• _Collected data entries_:

_____

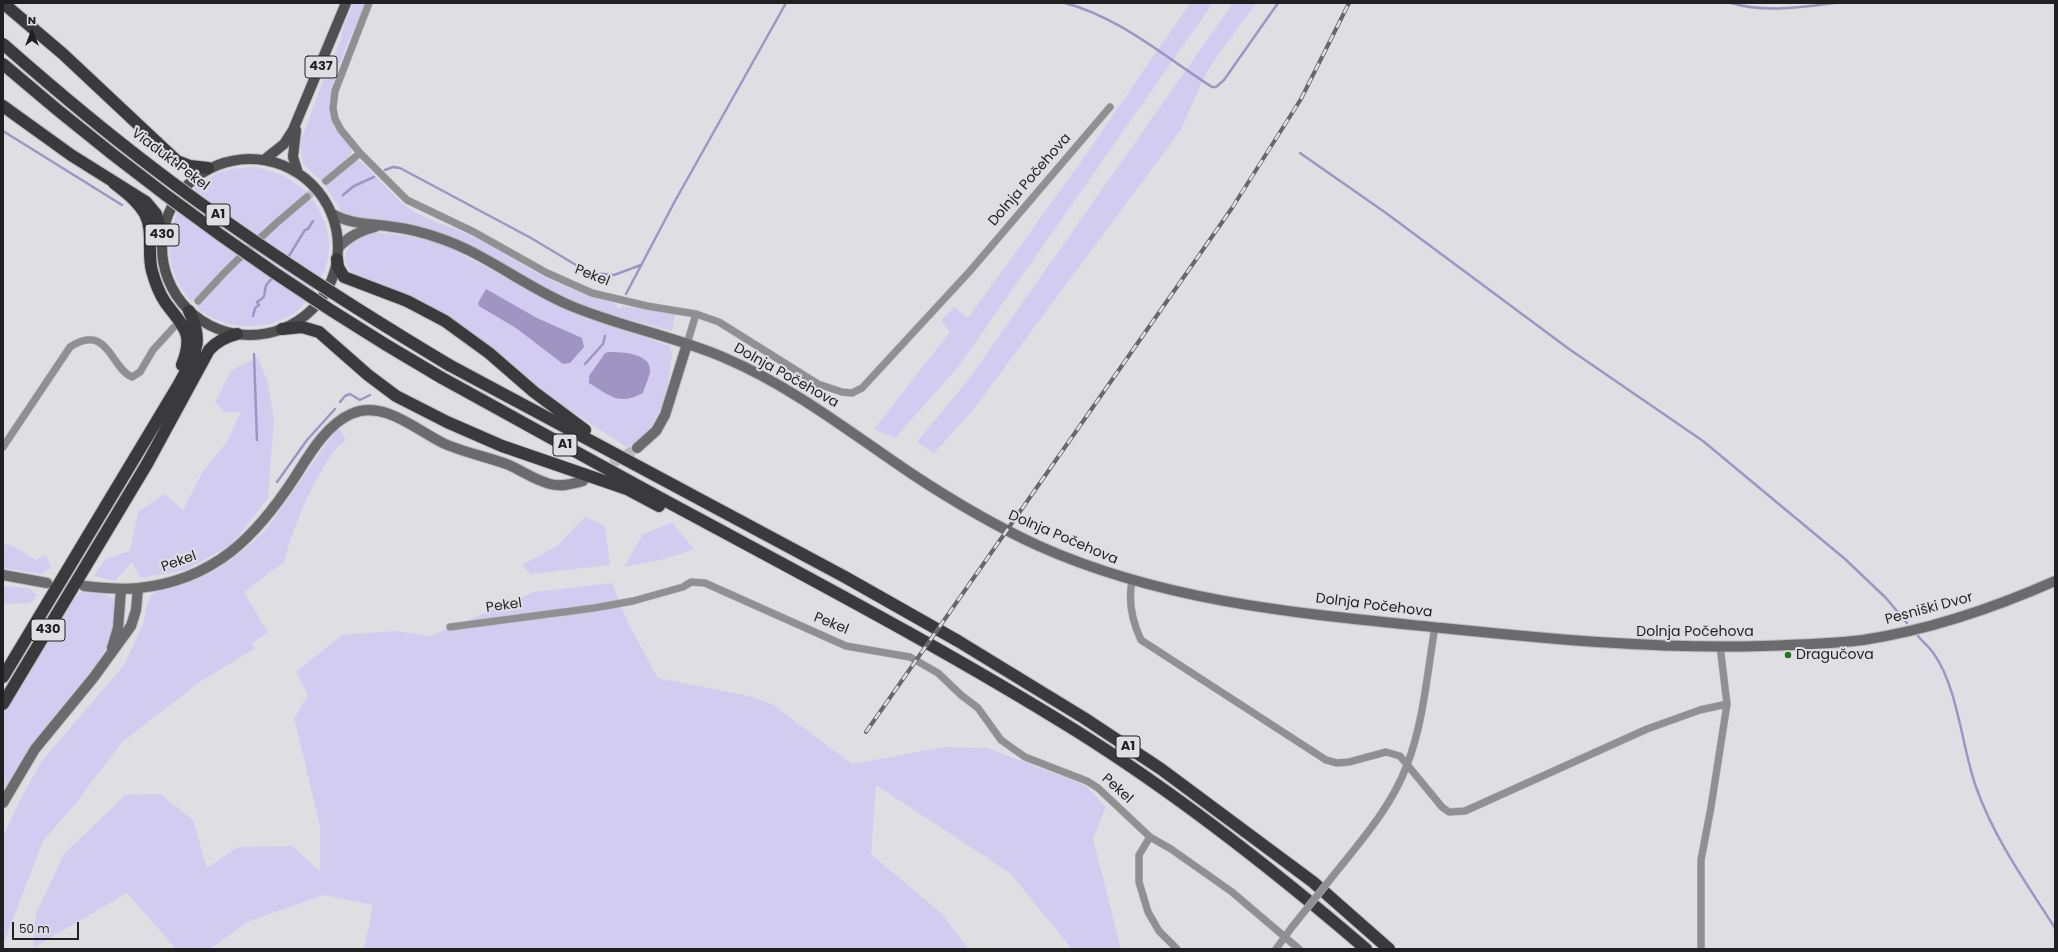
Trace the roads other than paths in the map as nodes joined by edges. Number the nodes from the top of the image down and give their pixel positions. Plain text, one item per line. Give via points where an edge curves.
1 (3, 3) edge
2 (346, 3) edge
3 (369, 3) edge
4 (3, 44) edge
5 (3, 64) edge
6 (3, 106) edge
7 (1110, 107) dead end
8 (299, 120) junction
9 (360, 153) junction
10 (264, 160) junction
11 (208, 168) junction
12 (298, 173) junction
13 (326, 180) tunnel mouth
14 (114, 183) junction
15 (307, 197) tunnel mouth
16 (332, 214) junction
17 (380, 226) junction
18 (162, 234) junction
19 (338, 254) junction
20 (198, 300) dead end
21 (189, 311) junction
22 (696, 314) junction
23 (174, 326) dead end
24 (282, 330) junction
25 (237, 334) junction
26 (687, 344) junction
27 (832, 390) joint
28 (159, 416) junction
29 (3, 446) edge
30 (637, 448) tunnel mouth
31 (631, 462) junction
32 (583, 481) tunnel mouth
33 (687, 512) junction
34 (3, 575) edge
35 (1132, 581) junction
36 (2055, 581) edge
37 (47, 583) dead end
38 (84, 586) dead end
39 (122, 588) junction
40 (138, 588) junction
41 (450, 627) dead end
42 (1435, 627) junction
43 (1805, 645) joint
44 (1720, 646) junction
45 (110, 654) junction
46 (3, 677) edge
47 (3, 704) edge
48 (1727, 704) junction
49 (1407, 765) junction
50 (3, 803) edge
51 (1150, 837) junction
52 (1285, 937) junction
53 (1178, 949) edge
54 (1276, 949) edge
55 (1299, 949) edge
56 (1366, 949) edge
57 (1388, 949) edge
58 (1701, 949) edge

1 - 11 highway via 63,54 177,161 190,166
2 - 8 main road, 437
3 - 9 street via 333,98 336,119
4 - 31 highway, Viadukt Pekel / A1, bridge via 157,172 279,258 449,365
5 - 33 highway, A1, bridge via 149,184 334,314 442,378
6 - 14 highway
7 - 27 street, Dolnja Počehova via 970,270 862,388 852,393
8 - 10 main road, 437 via 284,144
8 - 12 main road via 293,152
9 - 13 street
9 - 22 street, Pekel via 407,200 474,232 547,273 592,293 617,300
10 - 11 main road, 430 via 242,158
10 - 12 main road, 430
11 - 18 main road, 430 via 181,191 172,204
12 - 16 main road, 430 via 316,188
14 - 18 highway via 140,197 152,208 159,220
14 - 28 highway via 135,201 145,214 148,221 148,254 154,277 165,301 183,324 187,339 186,356
15 - 20 street via 261,236
16 - 17 main road, Dolnja Počehova via 349,222
16 - 19 main road, 430
17 - 19 main road via 356,233 345,240
17 - 26 main road, Dolnja Počehova via 400,228 443,239 562,302 620,324
18 - 21 main road, 430 via 162,253 168,281
19 - 24 main road, 430 via 329,287 316,305 299,321
19 - 31 highway via 338,267 344,277 407,300 445,321 489,353 577,425 623,451
21 - 25 main road, 430 via 210,326
21 - 28 highway, 430 via 198,338 194,355
22 - 26 street
22 - 27 street, Pekel via 718,322 818,384
23 - 29 street via 153,350 140,372 132,377 102,344 86,341 70,347
24 - 25 main road, 430 via 262,334
24 - 33 highway via 302,327 319,332 396,396 447,422 502,446 627,490 665,510
25 - 47 highway, 430 via 221,340 209,350 147,464
26 - 30 main road via 665,415 656,431
26 - 35 main road, Dolnja Počehova via 729,359 807,401 952,500 1007,530 1075,561
28 - 46 highway, 430
31 - 57 highway, A1 via 845,577 958,641 1084,718 1161,769 1313,882
32 - 40 main road, Pekel via 562,486 550,484 507,465 447,445 381,411 369,410 352,414 338,422 321,440 261,525 242,544 196,573
33 - 56 highway, A1 via 871,611 1078,732 1216,828 1302,894
34 - 37 main road
35 - 42 main road, Dolnja Počehova via 1212,600
35 - 49 street via 1131,609 1135,628 1141,640 1326,760 1337,763 1349,762 1386,752 1400,756
36 - 43 main road, Pesniški Dvor via 1994,606 1914,630 1867,639
38 - 39 main road, Pekel
39 - 40 main road, Pekel
39 - 45 main road via 118,628
40 - 45 main road via 136,610 131,626
41 - 51 street, Pekel via 594,608 633,601 683,587 691,582 705,583 846,646 910,658 938,673 978,708 1001,740 1025,757 1098,788
42 - 44 main road, Dolnja Počehova via 1610,644 1656,647
42 - 49 street via 1421,715
43 - 44 main road, Dolnja Počehova
44 - 48 street
45 - 50 main road via 35,749
48 - 49 street via 1700,710 1646,729 1465,811 1449,812 1442,807
48 - 58 street via 1701,860
49 - 52 street, bridge via 1378,821
51 - 52 street, Pekel via 1232,892
51 - 53 street via 1139,855 1139,882 1148,912 1158,931
52 - 54 street
52 - 55 street, Pekel

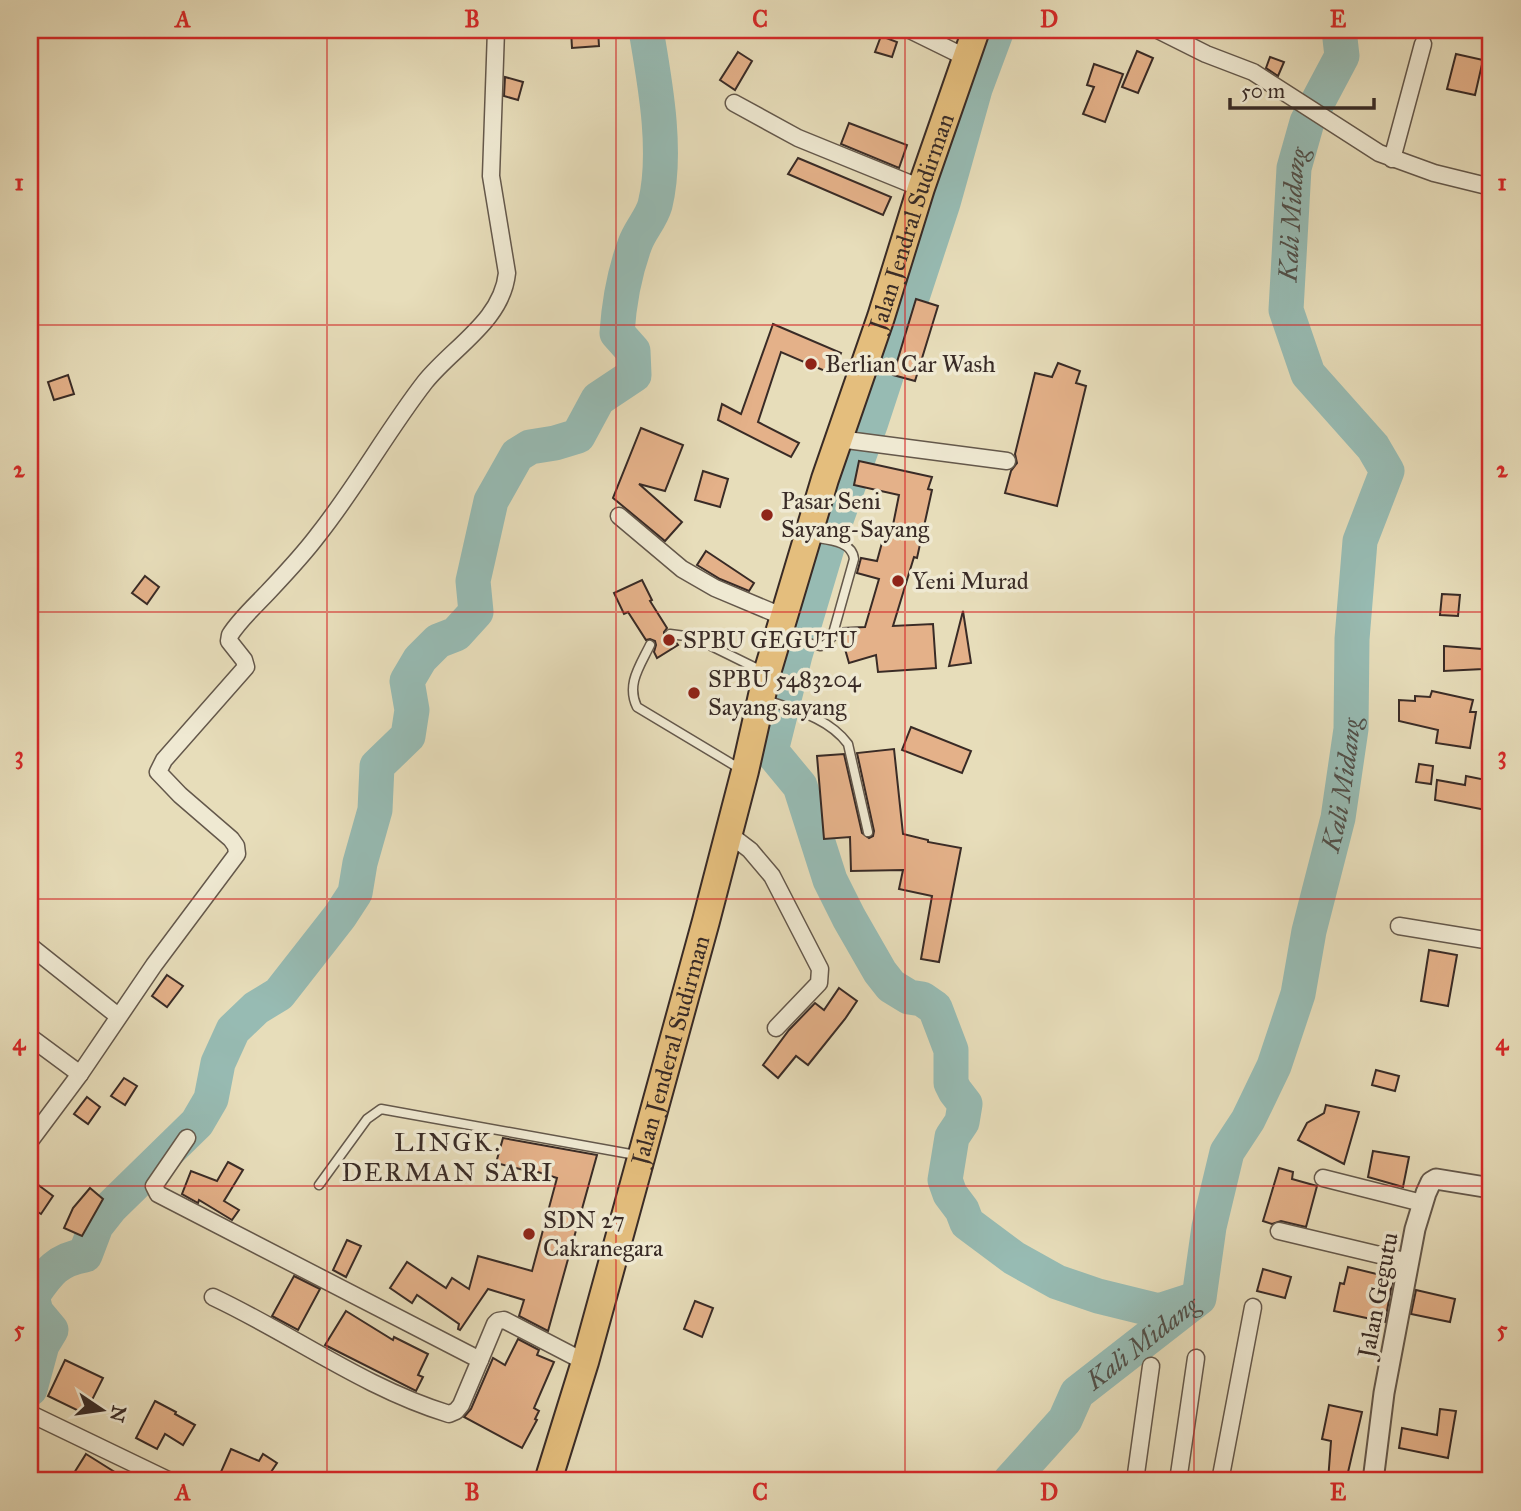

_____

• _Problem to solve_:
The data is to be returned exactly as it stands, pictures aside.

• _Result of this exercise_:
Trace the roads other than paths in the map as nodes joined by edges. Number the nodes from the top of the image down and give their pixel positions. Plain text, one item per line. Give via points where an edge curves.
1 (3, 3) edge
2 (346, 3) edge
3 (369, 3) edge
4 (3, 44) edge
5 (3, 64) edge
6 (3, 106) edge
7 (1110, 107) dead end
8 (299, 120) junction
9 (360, 153) junction
10 (264, 160) junction
11 (208, 168) junction
12 (298, 173) junction
13 (326, 180) tunnel mouth
14 (114, 183) junction
15 (307, 197) tunnel mouth
16 (332, 214) junction
17 (380, 226) junction
18 (162, 234) junction
19 (338, 254) junction
20 (198, 300) dead end
21 (189, 311) junction
22 (696, 314) junction
23 (174, 326) dead end
24 (282, 330) junction
25 (237, 334) junction
26 (687, 344) junction
27 (832, 390) joint
28 (159, 416) junction
29 (3, 446) edge
30 (637, 448) tunnel mouth
31 (631, 462) junction
32 (583, 481) tunnel mouth
33 (687, 512) junction
34 (3, 575) edge
35 (1132, 581) junction
36 (2055, 581) edge
37 (47, 583) dead end
38 (84, 586) dead end
39 (122, 588) junction
40 (138, 588) junction
41 (450, 627) dead end
42 (1435, 627) junction
43 (1805, 645) joint
44 (1720, 646) junction
45 (110, 654) junction
46 (3, 677) edge
47 (3, 704) edge
48 (1727, 704) junction
49 (1407, 765) junction
50 (3, 803) edge
51 (1150, 837) junction
52 (1285, 937) junction
53 (1178, 949) edge
54 (1276, 949) edge
55 (1299, 949) edge
56 (1366, 949) edge
57 (1388, 949) edge
58 (1701, 949) edge

1 - 11 highway via 63,54 177,161 190,166
2 - 8 main road, 437
3 - 9 street via 333,98 336,119
4 - 31 highway, Viadukt Pekel / A1, bridge via 157,172 279,258 449,365
5 - 33 highway, A1, bridge via 149,184 334,314 442,378
6 - 14 highway
7 - 27 street, Dolnja Počehova via 970,270 862,388 852,393
8 - 10 main road, 437 via 284,144
8 - 12 main road via 293,152
9 - 13 street
9 - 22 street, Pekel via 407,200 474,232 547,273 592,293 617,300
10 - 11 main road, 430 via 242,158
10 - 12 main road, 430
11 - 18 main road, 430 via 181,191 172,204
12 - 16 main road, 430 via 316,188
14 - 18 highway via 140,197 152,208 159,220
14 - 28 highway via 135,201 145,214 148,221 148,254 154,277 165,301 183,324 187,339 186,356
15 - 20 street via 261,236
16 - 17 main road, Dolnja Počehova via 349,222
16 - 19 main road, 430
17 - 19 main road via 356,233 345,240
17 - 26 main road, Dolnja Počehova via 400,228 443,239 562,302 620,324
18 - 21 main road, 430 via 162,253 168,281
19 - 24 main road, 430 via 329,287 316,305 299,321
19 - 31 highway via 338,267 344,277 407,300 445,321 489,353 577,425 623,451
21 - 25 main road, 430 via 210,326
21 - 28 highway, 430 via 198,338 194,355
22 - 26 street
22 - 27 street, Pekel via 718,322 818,384
23 - 29 street via 153,350 140,372 132,377 102,344 86,341 70,347
24 - 25 main road, 430 via 262,334
24 - 33 highway via 302,327 319,332 396,396 447,422 502,446 627,490 665,510
25 - 47 highway, 430 via 221,340 209,350 147,464
26 - 30 main road via 665,415 656,431
26 - 35 main road, Dolnja Počehova via 729,359 807,401 952,500 1007,530 1075,561
28 - 46 highway, 430
31 - 57 highway, A1 via 845,577 958,641 1084,718 1161,769 1313,882
32 - 40 main road, Pekel via 562,486 550,484 507,465 447,445 381,411 369,410 352,414 338,422 321,440 261,525 242,544 196,573
33 - 56 highway, A1 via 871,611 1078,732 1216,828 1302,894
34 - 37 main road
35 - 42 main road, Dolnja Počehova via 1212,600
35 - 49 street via 1131,609 1135,628 1141,640 1326,760 1337,763 1349,762 1386,752 1400,756
36 - 43 main road, Pesniški Dvor via 1994,606 1914,630 1867,639
38 - 39 main road, Pekel
39 - 40 main road, Pekel
39 - 45 main road via 118,628
40 - 45 main road via 136,610 131,626
41 - 51 street, Pekel via 594,608 633,601 683,587 691,582 705,583 846,646 910,658 938,673 978,708 1001,740 1025,757 1098,788
42 - 44 main road, Dolnja Počehova via 1610,644 1656,647
42 - 49 street via 1421,715
43 - 44 main road, Dolnja Počehova
44 - 48 street
45 - 50 main road via 35,749
48 - 49 street via 1700,710 1646,729 1465,811 1449,812 1442,807
48 - 58 street via 1701,860
49 - 52 street, bridge via 1378,821
51 - 52 street, Pekel via 1232,892
51 - 53 street via 1139,855 1139,882 1148,912 1158,931
52 - 54 street
52 - 55 street, Pekel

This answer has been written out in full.